» Problem requirements: Within the records, find every line that includes the word "lane" and copy it.
-------- Data to process
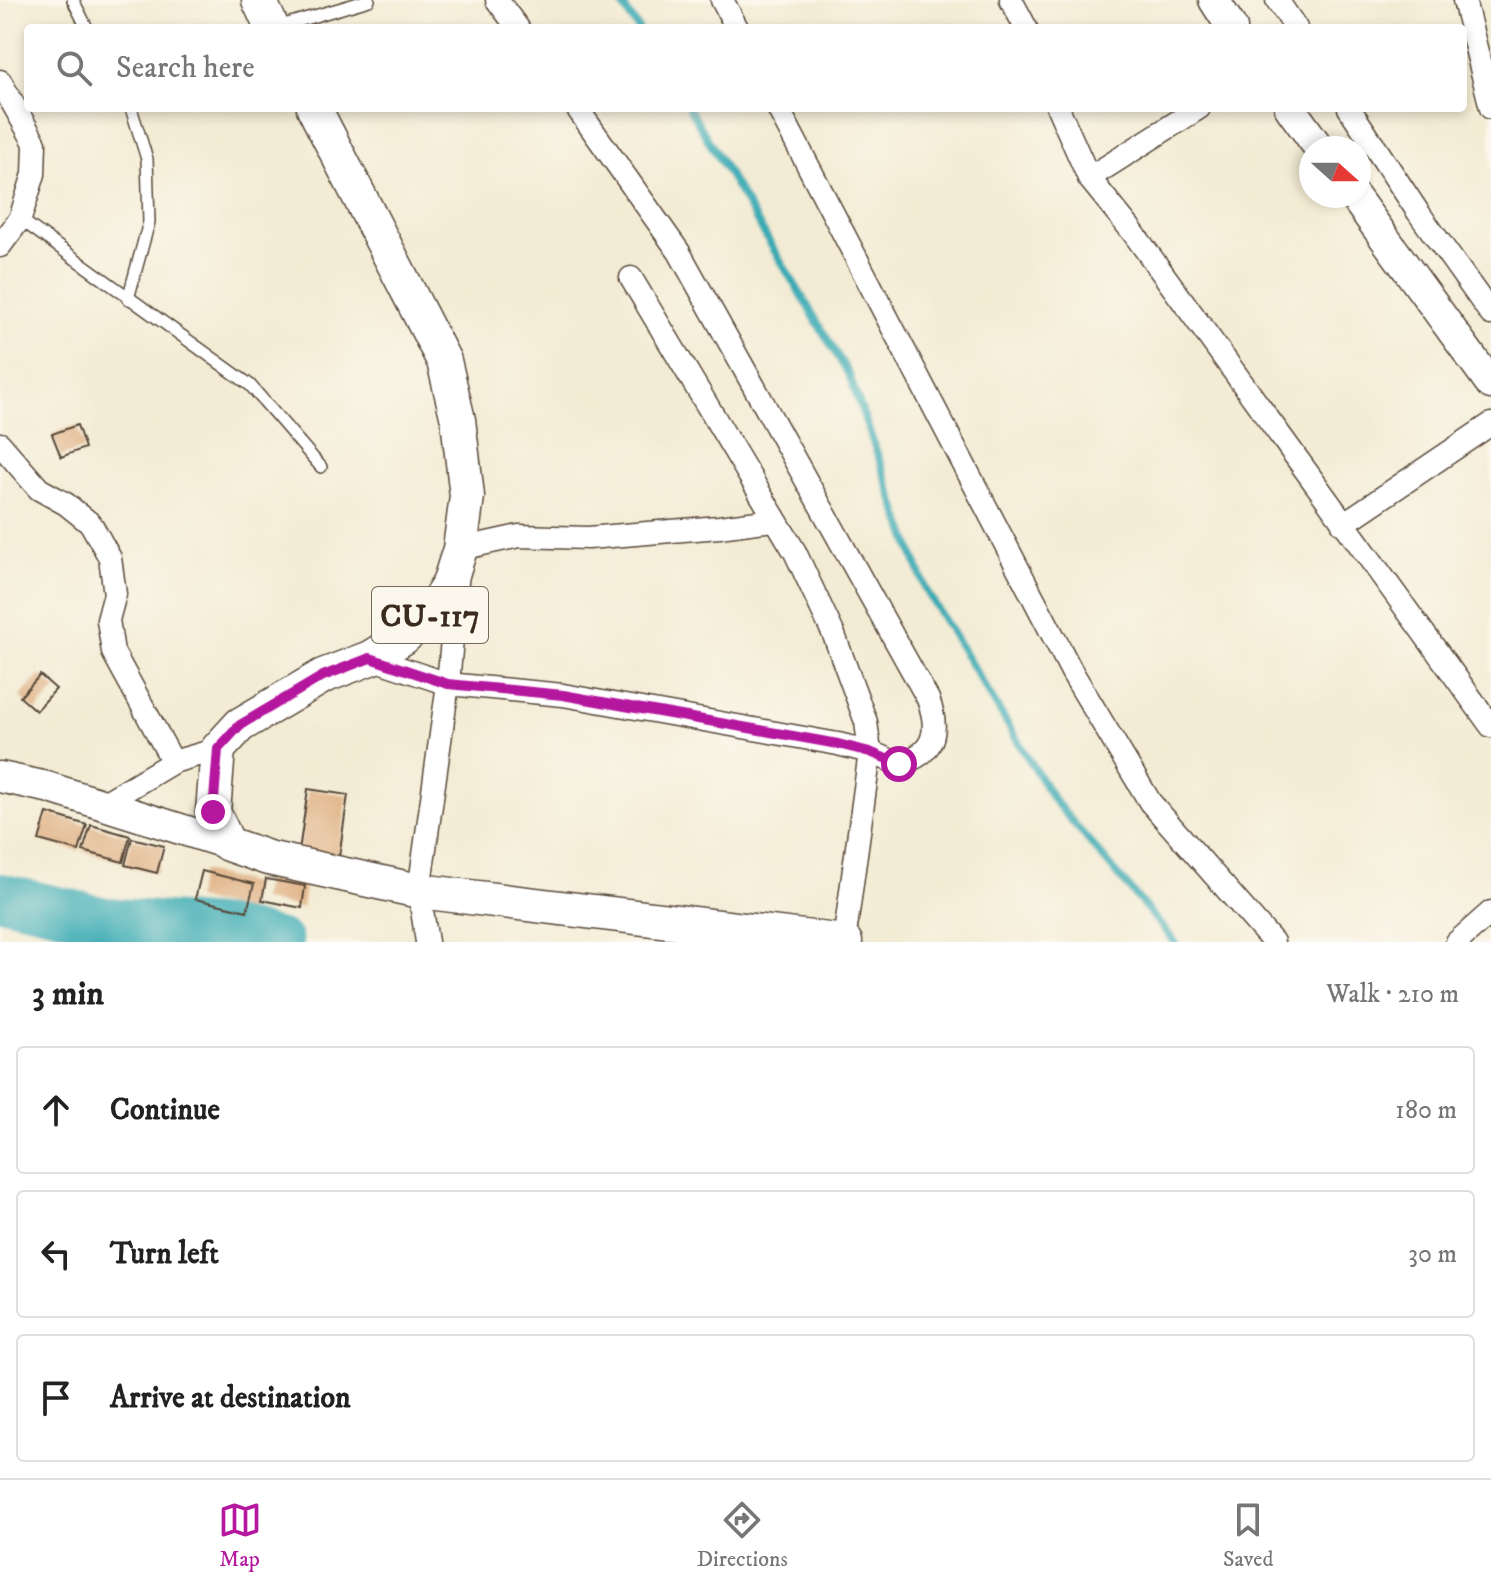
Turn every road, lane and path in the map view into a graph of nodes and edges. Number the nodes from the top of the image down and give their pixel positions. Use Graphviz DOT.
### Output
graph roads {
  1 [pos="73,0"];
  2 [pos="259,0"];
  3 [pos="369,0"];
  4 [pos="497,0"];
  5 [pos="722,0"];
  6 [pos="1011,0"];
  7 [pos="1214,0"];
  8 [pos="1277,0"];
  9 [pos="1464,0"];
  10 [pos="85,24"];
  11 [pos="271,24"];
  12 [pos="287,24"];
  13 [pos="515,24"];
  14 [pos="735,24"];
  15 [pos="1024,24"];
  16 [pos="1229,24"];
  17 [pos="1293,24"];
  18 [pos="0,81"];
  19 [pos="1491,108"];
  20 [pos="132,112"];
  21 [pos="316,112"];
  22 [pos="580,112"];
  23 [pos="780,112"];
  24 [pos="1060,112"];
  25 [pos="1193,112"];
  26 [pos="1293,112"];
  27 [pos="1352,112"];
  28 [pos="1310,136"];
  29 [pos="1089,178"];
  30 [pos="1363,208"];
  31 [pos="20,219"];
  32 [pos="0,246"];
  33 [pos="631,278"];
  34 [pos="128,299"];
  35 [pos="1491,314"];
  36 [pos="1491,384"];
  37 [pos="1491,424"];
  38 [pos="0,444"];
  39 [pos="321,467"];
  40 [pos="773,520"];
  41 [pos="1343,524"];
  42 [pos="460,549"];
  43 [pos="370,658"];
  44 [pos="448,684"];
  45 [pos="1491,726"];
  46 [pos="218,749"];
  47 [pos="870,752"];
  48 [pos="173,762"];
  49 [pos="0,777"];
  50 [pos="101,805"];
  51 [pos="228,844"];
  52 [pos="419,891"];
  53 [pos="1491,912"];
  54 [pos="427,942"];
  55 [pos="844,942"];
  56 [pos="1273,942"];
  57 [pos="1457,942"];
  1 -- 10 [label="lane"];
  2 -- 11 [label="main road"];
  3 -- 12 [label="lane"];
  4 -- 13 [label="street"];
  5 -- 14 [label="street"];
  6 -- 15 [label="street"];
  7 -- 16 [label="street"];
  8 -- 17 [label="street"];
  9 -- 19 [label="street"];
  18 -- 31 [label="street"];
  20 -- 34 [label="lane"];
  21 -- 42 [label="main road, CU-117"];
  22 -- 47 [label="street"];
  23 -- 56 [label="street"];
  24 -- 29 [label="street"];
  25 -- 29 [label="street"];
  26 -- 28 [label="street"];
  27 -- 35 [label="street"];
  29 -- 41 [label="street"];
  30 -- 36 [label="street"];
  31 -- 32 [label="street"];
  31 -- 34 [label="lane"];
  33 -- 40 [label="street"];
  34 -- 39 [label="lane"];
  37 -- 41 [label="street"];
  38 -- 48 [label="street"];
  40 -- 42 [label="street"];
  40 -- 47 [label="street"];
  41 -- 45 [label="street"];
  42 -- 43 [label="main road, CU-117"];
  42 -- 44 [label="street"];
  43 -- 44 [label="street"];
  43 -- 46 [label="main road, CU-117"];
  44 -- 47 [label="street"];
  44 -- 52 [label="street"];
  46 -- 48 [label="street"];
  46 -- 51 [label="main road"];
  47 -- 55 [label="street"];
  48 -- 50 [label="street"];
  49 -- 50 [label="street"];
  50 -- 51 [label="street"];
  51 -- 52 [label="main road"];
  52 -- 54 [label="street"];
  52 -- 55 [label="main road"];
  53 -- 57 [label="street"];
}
----------------
» Written solution:
Turn every road, lane and path in the map view into a graph of nodes and edges. Number the nodes from the top of the image down and give their pixel positions. Use Graphviz DOT.
  1 -- 10 [label="lane"];
  3 -- 12 [label="lane"];
  20 -- 34 [label="lane"];
  31 -- 34 [label="lane"];
  34 -- 39 [label="lane"];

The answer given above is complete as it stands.